Do you know how to convert an SVG transformation matrix to a PDF matrix, given that in the PDF the y coordinate must be flipped. I.e., the SVG coordinate system runs from top left 0,0 to bottom right 100,100, the corresponding PDF coordinates are translated 0,100 so top left becomes 0,0 and bottom right is 100,-100.

PhilterPaper commented 1 year ago

If your math is extremely rusty, mine has long since corroded away! Anyway, this might be better discussed by telling what sort of transformations are being done in SVG, that you need to transfer to PDF. If it's just a matter of flipping the coordinate system over (so 0,0 is at the top left instead of bottom left, an y grows downward instead of upward), I think you need to do two things: Y-scale of -1 (X-scale is +1), and Y-translate up by some amount less than media size (X-translate is 0). Presumably you're not doing skews or rotations (leave them 0). I'm not sure if you'll need to reverse (negate) a skew or rotation angle. Shouldn't your resulting Y at the bottom right be 100,0 rather than 100,-100 (so it will be visible on the page)? Or perhaps with some positive offset to get it to the top of the page?

SVG                                                        PDF
0,0                                        100,0           0,100                                   100,100
   10,10                 50,10                              10,90                  50,90        
     +---------------------+                                   +---------------------+
     |                     |             90,50                 |                     |             90,50
     |                50,50+---------------+                   |                50,50+---------------+
     |                                     |                   |                                     |
     +-------------------------------------+                   +-------------------------------------+
   10,90                                 90,90               10,10                                 10,90
0,100                                    100,100           0,0                                      100,0

I think the PDF matrix for this would be [ 1 0 0 -1 0 200 ], although it's possible the figure may have the wide part at the top. If it does end up flipped like that, I'm not sure you can use a transformation matrix. I think you're just going to have to do some trial-and-error experimenting to get the desired results.

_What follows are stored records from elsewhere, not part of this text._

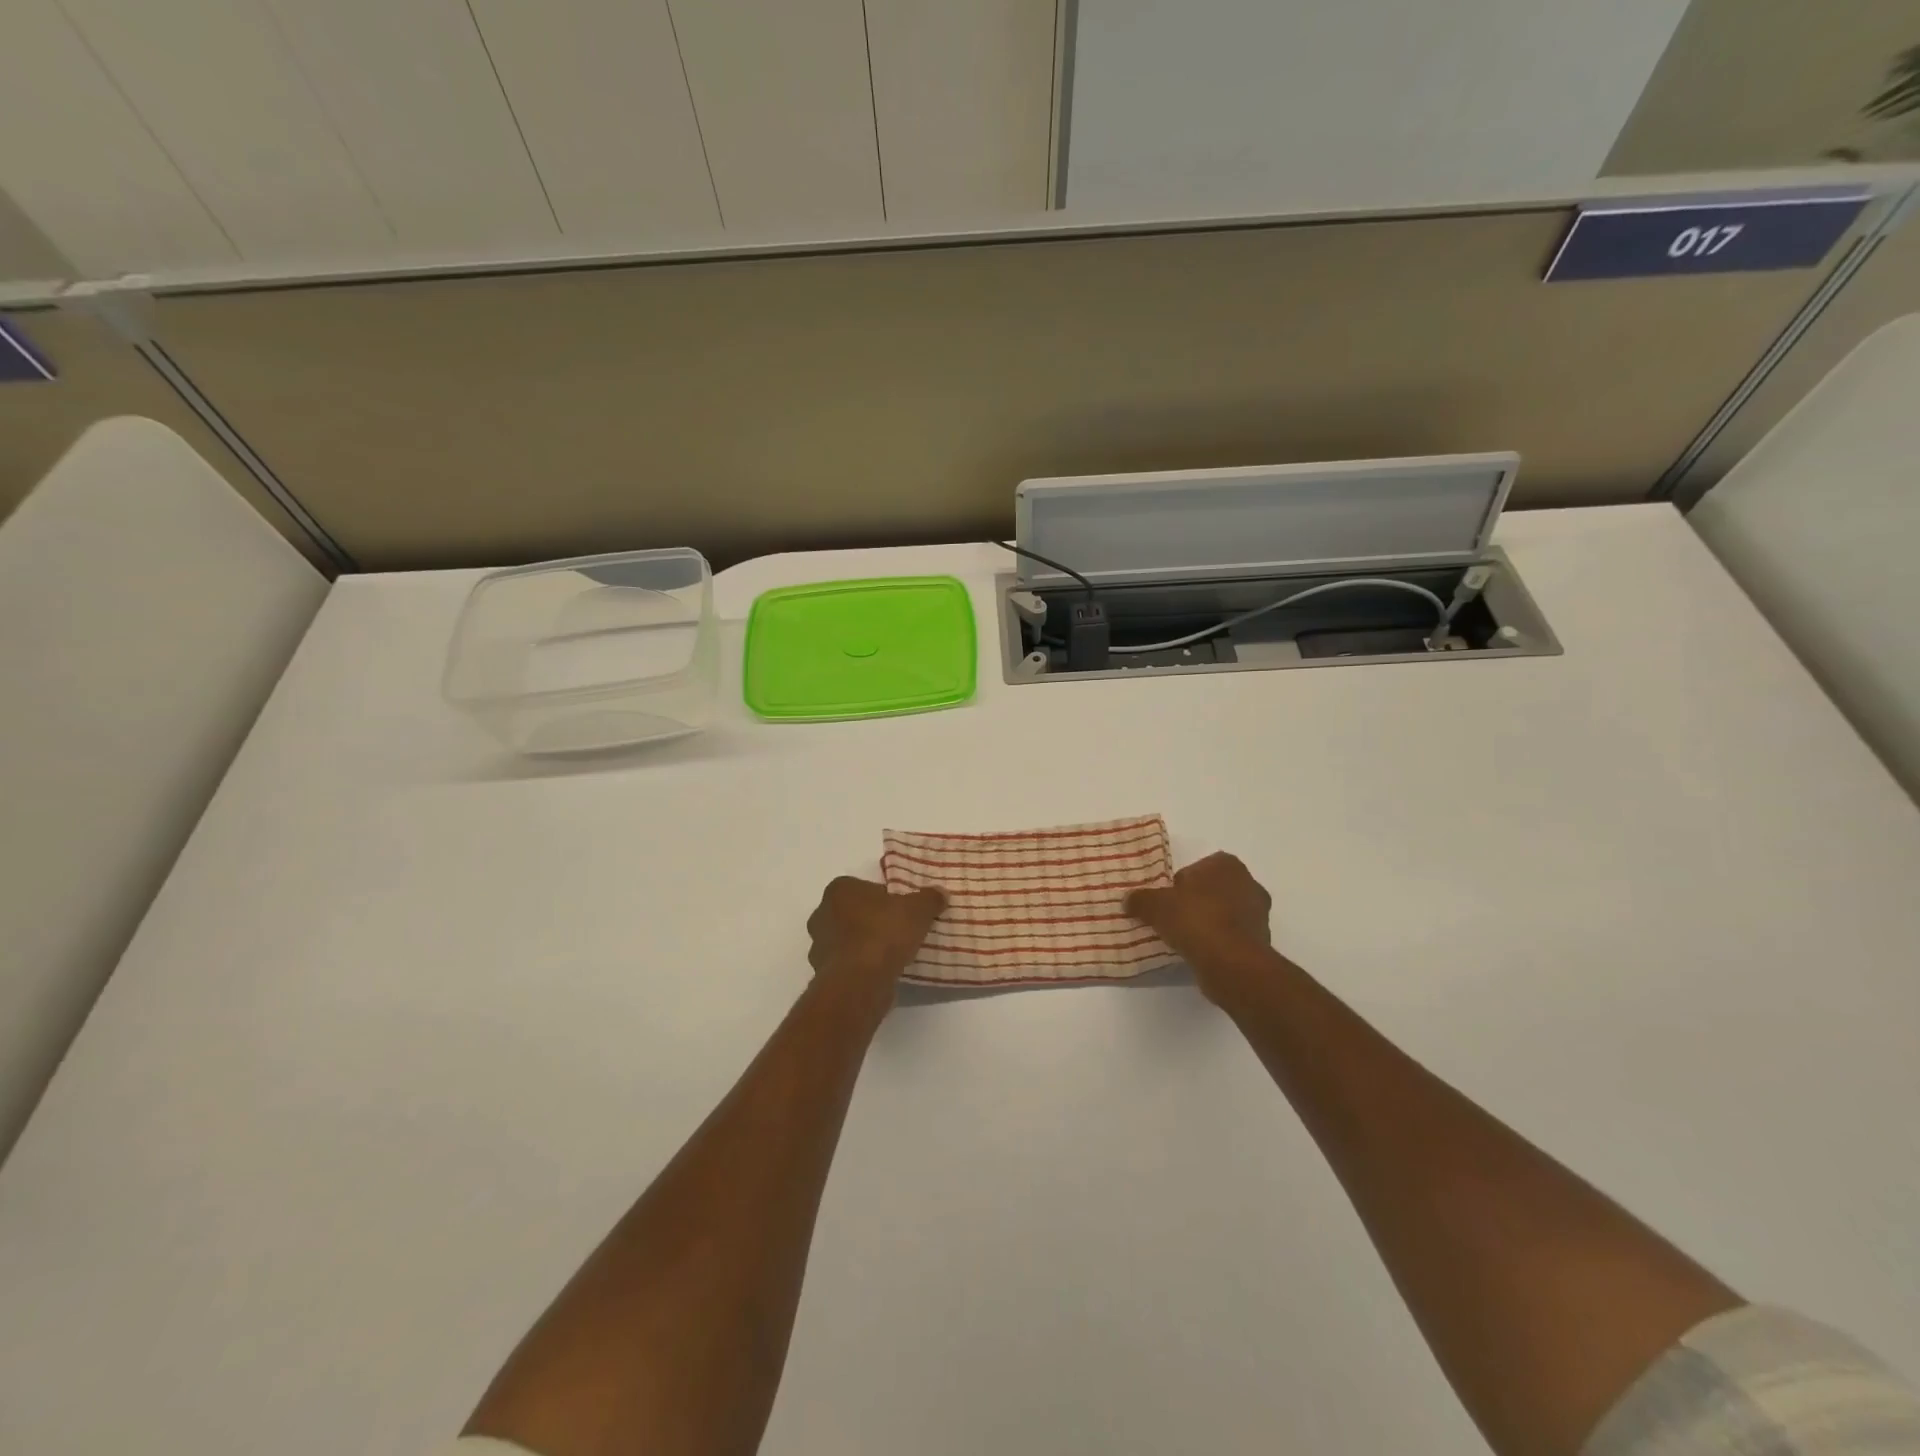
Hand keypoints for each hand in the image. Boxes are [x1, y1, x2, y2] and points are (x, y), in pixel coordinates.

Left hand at [806, 877, 945, 1013]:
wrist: (860, 982)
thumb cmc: (884, 933)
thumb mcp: (918, 910)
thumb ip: (929, 899)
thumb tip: (941, 893)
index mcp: (840, 889)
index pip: (864, 888)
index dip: (885, 899)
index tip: (902, 912)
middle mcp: (822, 913)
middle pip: (853, 914)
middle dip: (872, 921)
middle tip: (898, 932)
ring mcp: (818, 946)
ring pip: (848, 941)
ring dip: (865, 946)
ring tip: (892, 956)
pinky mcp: (822, 974)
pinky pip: (846, 965)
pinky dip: (861, 968)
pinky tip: (881, 974)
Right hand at [1125, 852, 1275, 1001]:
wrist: (1230, 963)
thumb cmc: (1195, 919)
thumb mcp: (1155, 906)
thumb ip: (1141, 899)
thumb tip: (1128, 900)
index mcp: (1227, 865)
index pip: (1199, 867)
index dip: (1182, 883)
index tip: (1168, 900)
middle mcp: (1249, 884)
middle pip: (1214, 890)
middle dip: (1197, 902)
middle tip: (1174, 918)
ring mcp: (1259, 915)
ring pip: (1226, 914)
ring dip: (1209, 923)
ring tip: (1185, 939)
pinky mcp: (1262, 942)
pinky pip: (1233, 937)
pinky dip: (1219, 943)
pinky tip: (1201, 954)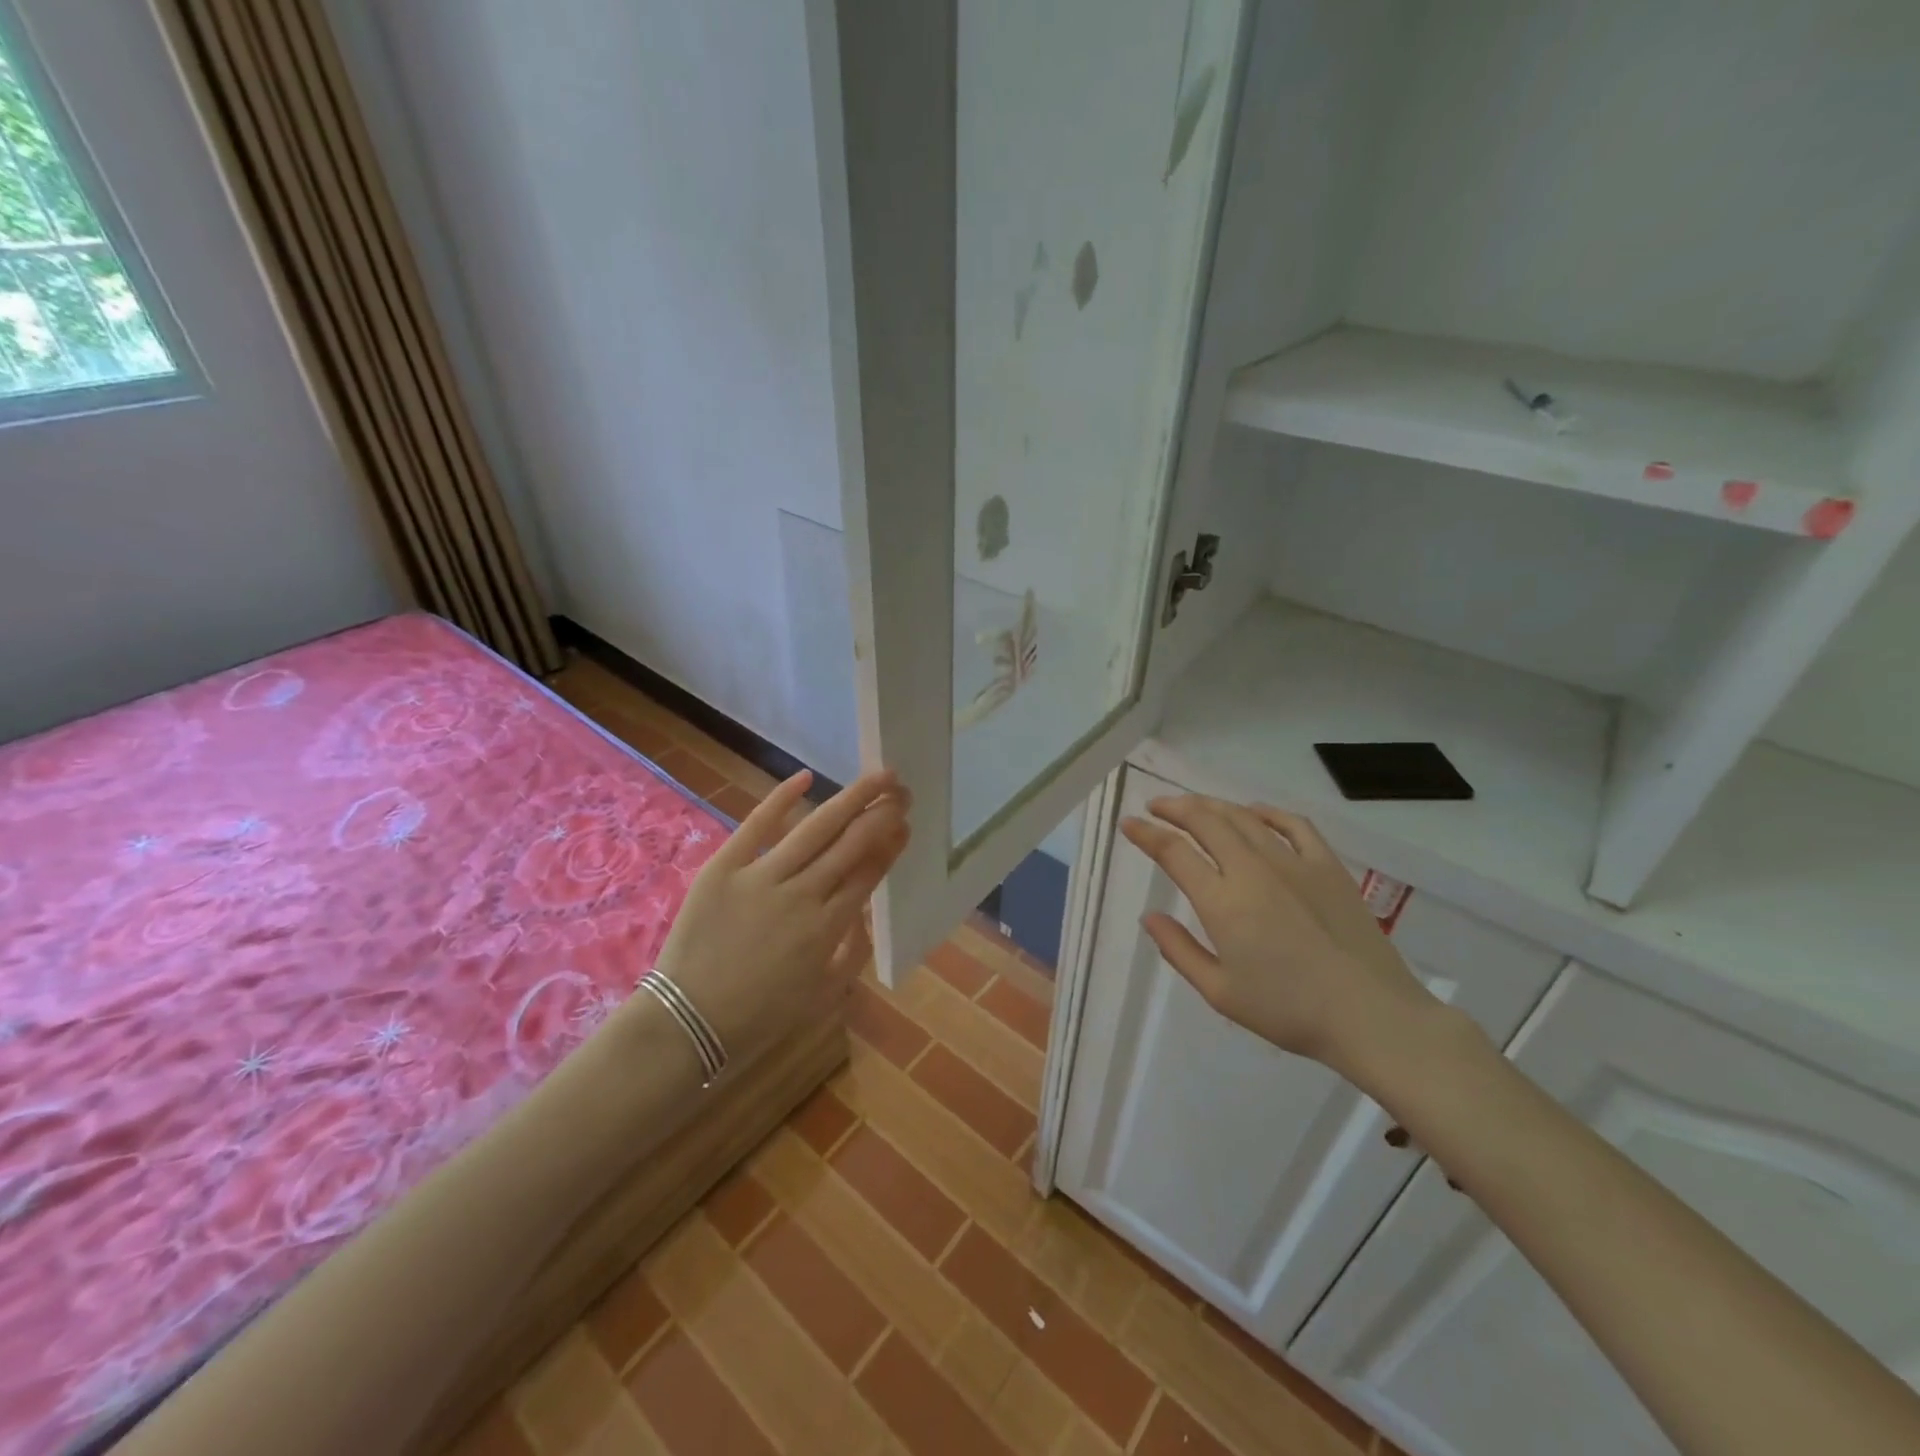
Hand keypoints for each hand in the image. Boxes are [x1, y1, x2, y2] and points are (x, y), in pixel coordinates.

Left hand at [648, 768, 909, 1065]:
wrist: (687, 1023)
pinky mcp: (724, 867)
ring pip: (816, 828)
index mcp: (827, 928)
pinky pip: (756, 825)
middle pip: (851, 844)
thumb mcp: (822, 996)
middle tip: (902, 792)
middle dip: (881, 814)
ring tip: (878, 778)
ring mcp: (762, 877)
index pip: (868, 873)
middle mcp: (802, 895)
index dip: (890, 844)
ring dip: (851, 799)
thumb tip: (864, 914)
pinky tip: (805, 776)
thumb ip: (852, 954)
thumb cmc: (759, 1016)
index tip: (904, 823)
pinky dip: (781, 798)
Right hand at [1119, 795, 1439, 1079]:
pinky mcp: (1327, 866)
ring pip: (1243, 817)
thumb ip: (1179, 950)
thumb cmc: (1288, 1011)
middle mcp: (1252, 869)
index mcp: (1222, 901)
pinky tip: (1255, 812)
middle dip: (1174, 807)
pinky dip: (1267, 812)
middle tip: (1155, 806)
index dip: (1146, 834)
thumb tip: (1149, 917)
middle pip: (1206, 821)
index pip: (1173, 852)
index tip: (1128, 824)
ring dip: (1212, 805)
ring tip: (1194, 805)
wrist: (1370, 1015)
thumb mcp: (1220, 992)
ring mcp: (1293, 862)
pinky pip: (1293, 824)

If you're working with a general purpose SVG transformation matrix that you want to map to a PDF transformation matrix, that's a whole 'nuther animal.

I recall a few years ago dealing with some sort of PDF editors that left the coordinate system flipped over (and some oddball page height), resulting in anything additional written in PDF::Builder being upside down or something like that. The solution was to first add low level PDF commands to set the transform matrix to reverse and offset Y -- I think it's described in Content's POD under Advanced Methods.

sciurius commented 1 year ago

The initial transform depends on the viewBox. If the viewbox is 0,0,width,height then the transform is translate(0,height). 0,0 will be topleft and all subsequent y coordinates must be negated.

The basics are simple:

SVG (x,y) → PDF (x,-y) SVG translate dx,dy → PDF translate dx,-dy SVG scale sx,sy → PDF scale sx,sy SVG rotate x → PDF rotate -x SVG skew x,y → PDF skew -y,-x

but the challenge is to process an arbitrary SVG transformation matrix.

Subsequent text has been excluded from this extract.